GALLATIN, N.Y. -- Steve Lancia has been finding ways to survive since he was born to a Marine who survived Iwo Jima. 

"You don't need a tent, you need a brain to figure out what to do," said Lancia, of Northcamp Survival School.

He's been an Eagle Scout and an EMT a ski patroller and a life guard. 

"This looks like a rope and a tarp- to me it's a shelter," he said.

Now Steve teaches others the survival skills he's learned over the years.

He follows the rule of threes- that means in most circumstances you can stay alive for, three minutes with severe bleeding or without breathing, three hours in extreme cold, three days without water, three weeks without food.

"And the most unfortunate stories are the people that don't make it," he said.

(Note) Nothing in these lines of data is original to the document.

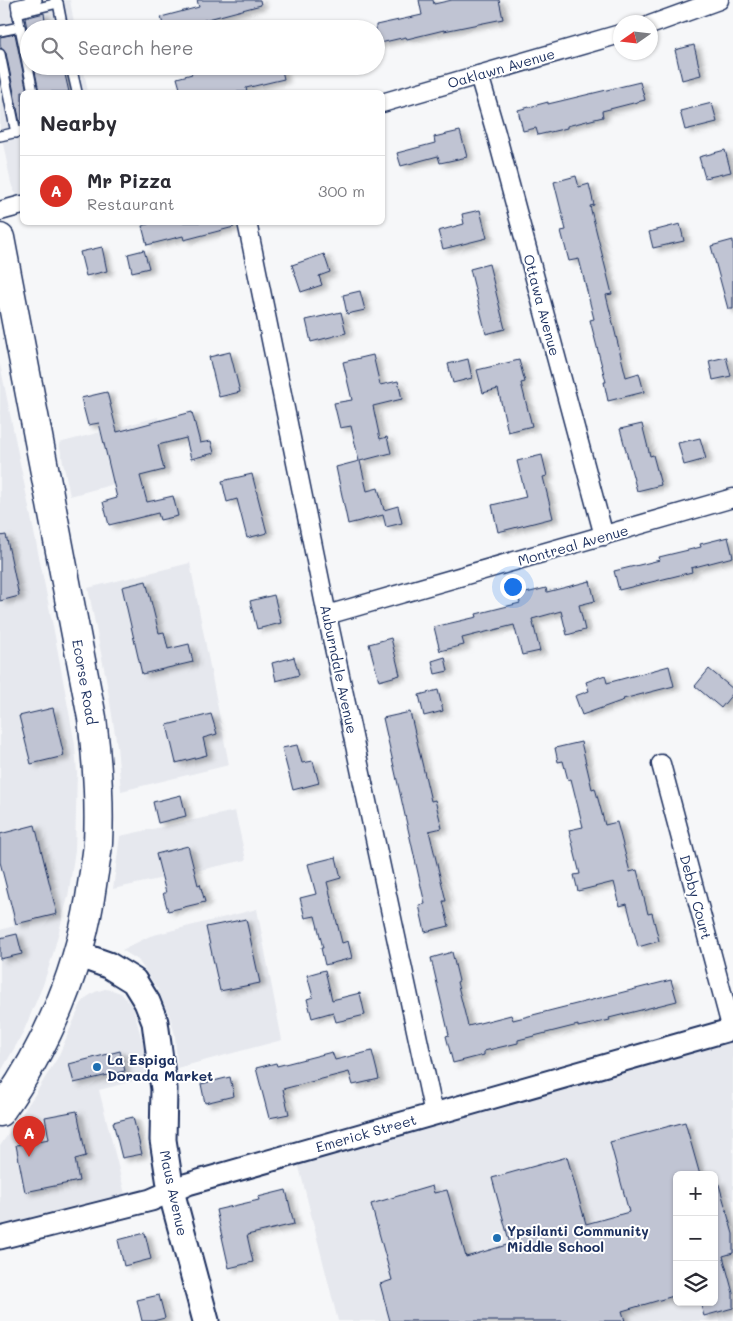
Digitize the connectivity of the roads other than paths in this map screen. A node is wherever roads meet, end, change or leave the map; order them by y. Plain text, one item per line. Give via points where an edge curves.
1 (37, 0) edge
2 (719, 0) edge
3 (56, 2) edge
4 (18, 13) junction
5 (61, 20) edge
6 (658, 22) edge
7 (20, 27) joint
8 (0, 31) edge
9 (613, 36) edge
10 (0, 54) edge
11 (30, 75) edge
12 (73, 75) edge
13 (479, 75) junction
14 (33, 90) edge
15 (77, 90) edge
16 (385, 102) edge
17 (19, 132) edge
18 (0, 136) edge
19 (20, 206) edge
20 (0, 211) edge
21 (248, 225) edge
22 (0, 238) edge
23 (733, 498) edge
24 (604, 536) junction
25 (327, 616) junction
26 (661, 764) dead end
27 (77, 954) junction
28 (732, 1029) edge
29 (0, 1112) edge
30 (434, 1114) junction
31 (171, 1191) junction
32 (0, 1238) edge
33 (206, 1321) edge

1 - 4 lane via 16,5
2 - 6 street
3 - 4 lane
3 - 5 lane
4 - 7 lane
7 - 8 lane
9 - 13 street, Oaklawn Avenue
10 - 17 lane
11 - 14 lane
12 - 15 lane
13 - 16 street, Oaklawn Avenue
13 - 24 street, Ottawa Avenue
17 - 18 lane
19 - 20 street
21 - 25 street, Auburndale Avenue
22 - 27 main road, Ecorse Road via 92,718 97,763 97,856
23 - 24 street, Montreal Avenue
24 - 25 street, Montreal Avenue
25 - 30 street, Auburndale Avenue
26 - 28 street, Debby Court
27 - 29 main road, Ecorse Road via 36,1056
27 - 31 main road, Maus Avenue via 108,965 134,982 155,1022 164,1089 163,1140
28 - 30 street, Emerick Street
30 - 31 street, Emerick Street
31 - 32 street, Emerick Street via 151,1200
31 - 33 main road, Maus Avenue

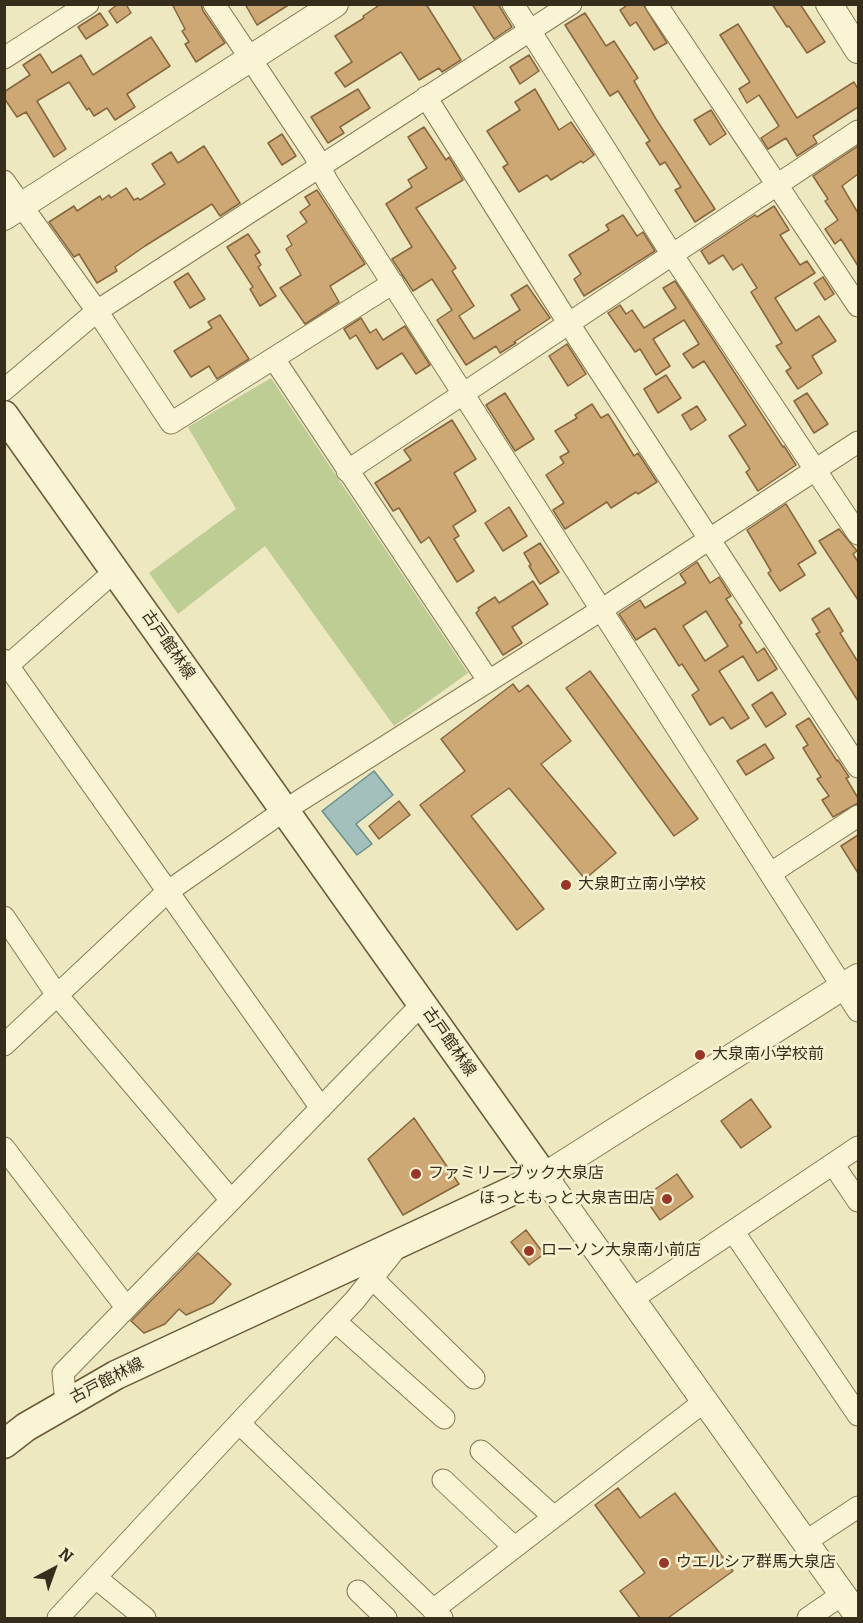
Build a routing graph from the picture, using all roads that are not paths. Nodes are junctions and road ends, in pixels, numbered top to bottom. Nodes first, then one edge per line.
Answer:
1 (88, 4) edge
2 (214, 4) edge
3 (335, 4) edge
4 (513, 4) edge
5 (571, 4) edge
6 (656, 4) edge
7 (829, 4) edge
8 (531, 30) junction
9 (858, 50) edge
10 (4, 58) edge
11 (250, 59) junction
12 (426, 97) junction
13 (858, 131) edge
14 (320, 166) junction
15 (4, 181) edge
16 (777, 184) junction
17 (13, 211) edge
18 (673, 255) junction
19 (393, 283) junction
20 (858, 306) edge
21 (97, 311) junction
22 (568, 324) junction
23 (274, 359) junction
24 (4, 390) edge
25 (463, 395) junction
26 (4, 415) edge
27 (858, 442) edge
28 (817, 470) junction
29 (348, 471) junction
30 (858, 534) edge
31 (710, 538) junction
32 (115, 571) junction
33 (601, 609) junction
34 (6, 665) edge
35 (488, 680) junction
36 (858, 767) edge
37 (285, 810) junction
38 (858, 816) edge
39 (771, 873) junction
40 (167, 892) junction
41 (4, 917) edge
42 (850, 982) edge
43 (57, 995) junction
44 (422, 1004) junction
45 (858, 1011) edge
46 (4, 1045) edge
47 (321, 1108) junction
48 (858, 1147) edge
49 (4, 1148) edge
50 (833, 1164) junction
51 (544, 1176) junction
52 (231, 1200) junction
53 (858, 1202) edge
54 (733, 1231) junction
55 (401, 1242) junction
56 (372, 1278) junction
57 (632, 1299) junction
58 (126, 1307) junction
59 (335, 1321) junction
60 (474, 1378) dead end
61 (705, 1401) junction
62 (66, 1403) junction
63 (858, 1415) edge
64 (444, 1418) dead end
65 (239, 1423) junction
66 (4, 1444) edge
67 (481, 1451) dead end
68 (443, 1480) dead end
69 (858, 1507) edge
70 (554, 1517) junction
71 (806, 1542) junction
72 (514, 1547) junction
73 (96, 1578) junction
74 (358, 1592) dead end
75 (843, 1594) junction
76 (438, 1614) edge
77 (858, 1616) edge
78 (58, 1618) edge
79 (145, 1618) edge
80 (386, 1618) edge
81 (808, 1618) edge

1 - 10 street
2 - 11 street
3 - 11 street
4 - 8 street
5 - 8 street
6 - 16 street
7 - 9 street
8 - 12 street
8 - 18 street
11 - 14 street
11 - 17 street
12 - 14 street
12 - 22 street
13 - 16 street
14 - 19 street
14 - 21 street
15 - 17 street
16 - 18 street
16 - 20 street
17 - 21 street
18 - 22 street
18 - 28 street
19 - 23 street
19 - 25 street
21 - 23 street
21 - 24 street
22 - 25 street
22 - 31 street
23 - 29 street
25 - 29 street
25 - 33 street
26 - 32 main road, 古戸館林線
27 - 28 street
28 - 30 street
28 - 31 street
29 - 35 street
31 - 33 street
31 - 36 street
32 - 34 street
32 - 37 main road, 古戸館林線
33 - 35 street
33 - 39 street
34 - 40 street
35 - 37 street
37 - 40 street
37 - 44 main road, 古戸館林線
38 - 39 street
39 - 42 street
40 - 43 street
40 - 47 street
41 - 43 street
42 - 45 street
42 - 51 street
43 - 46 street
43 - 52 street
44 - 47 street
44 - 51 main road, 古戸館林線
47 - 52 street
48 - 50 street
49 - 58 street
50 - 53 street
50 - 54 street
51 - 55 main road, 古戸館林線
51 - 57 street
52 - 58 street
54 - 57 street
54 - 63 street
55 - 56 street
55 - 62 main road, 古戸館林線
56 - 59 street
56 - 60 street
57 - 61 street
58 - 62 street
59 - 64 street
59 - 65 street
61 - 70 street
61 - 71 street
62 - 66 main road, 古戸館林線
65 - 73 street
65 - 76 street
67 - 70 street
68 - 72 street
69 - 71 street
70 - 72 street
71 - 75 street
72 - 76 street
73 - 78 street
73 - 79 street
74 - 80 street
75 - 77 street
75 - 81 street

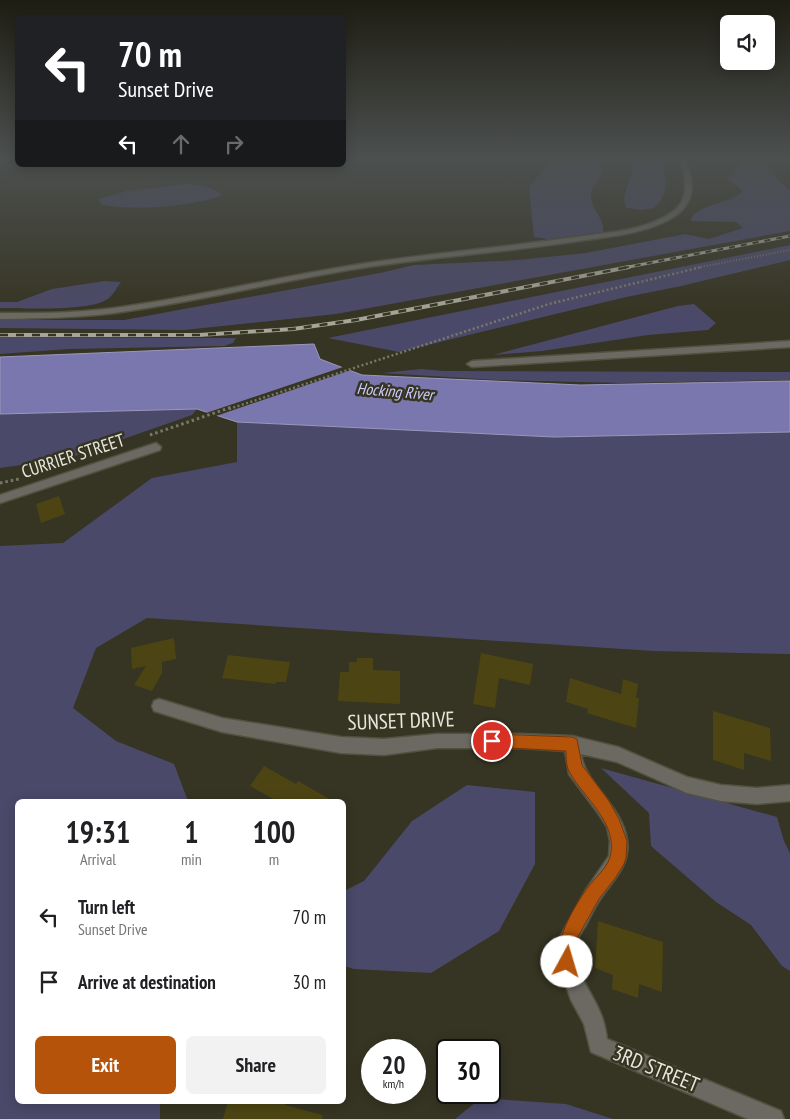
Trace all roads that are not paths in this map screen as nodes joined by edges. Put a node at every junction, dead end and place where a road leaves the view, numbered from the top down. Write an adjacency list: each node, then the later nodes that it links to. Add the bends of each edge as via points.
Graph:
1 (677, 211): 2 (street, via 653,225 540,246 371,264 128,309)
2 (0, 316)
3 (790, 344): 4 (street)
4 (472, 364)
5 (156, 447): 6 (street, CURRIER STREET)
6 (0, 498)
7 (159, 706): 8 (street, SUNSET DRIVE, via 222,725 341,745 384,747 437,741 512,740)
8 (572, 744): 9 (street, SUNSET DRIVE, via 618,755 695,787 721,793 757,796); 10 (street, 3RD STREET, via 575,768 604,807 619,841 618,858 611,872 593,894 568,939 567,962 578,993 594,1021 598,1045)
9 (790, 793)
10 (773, 1119)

And that's what happened to one New York City woman hiking the white mountains this weekend. She activated an emergency beacon on Sunday- but search and rescue teams couldn't get to her until Monday. By then she had died from what appears to be exposure to the cold.

It's a scenario Lancia has never been in and he hopes he can save others by spreading his survival skills. 

Lancia said he's going to start even more classes in the spring at his survival school.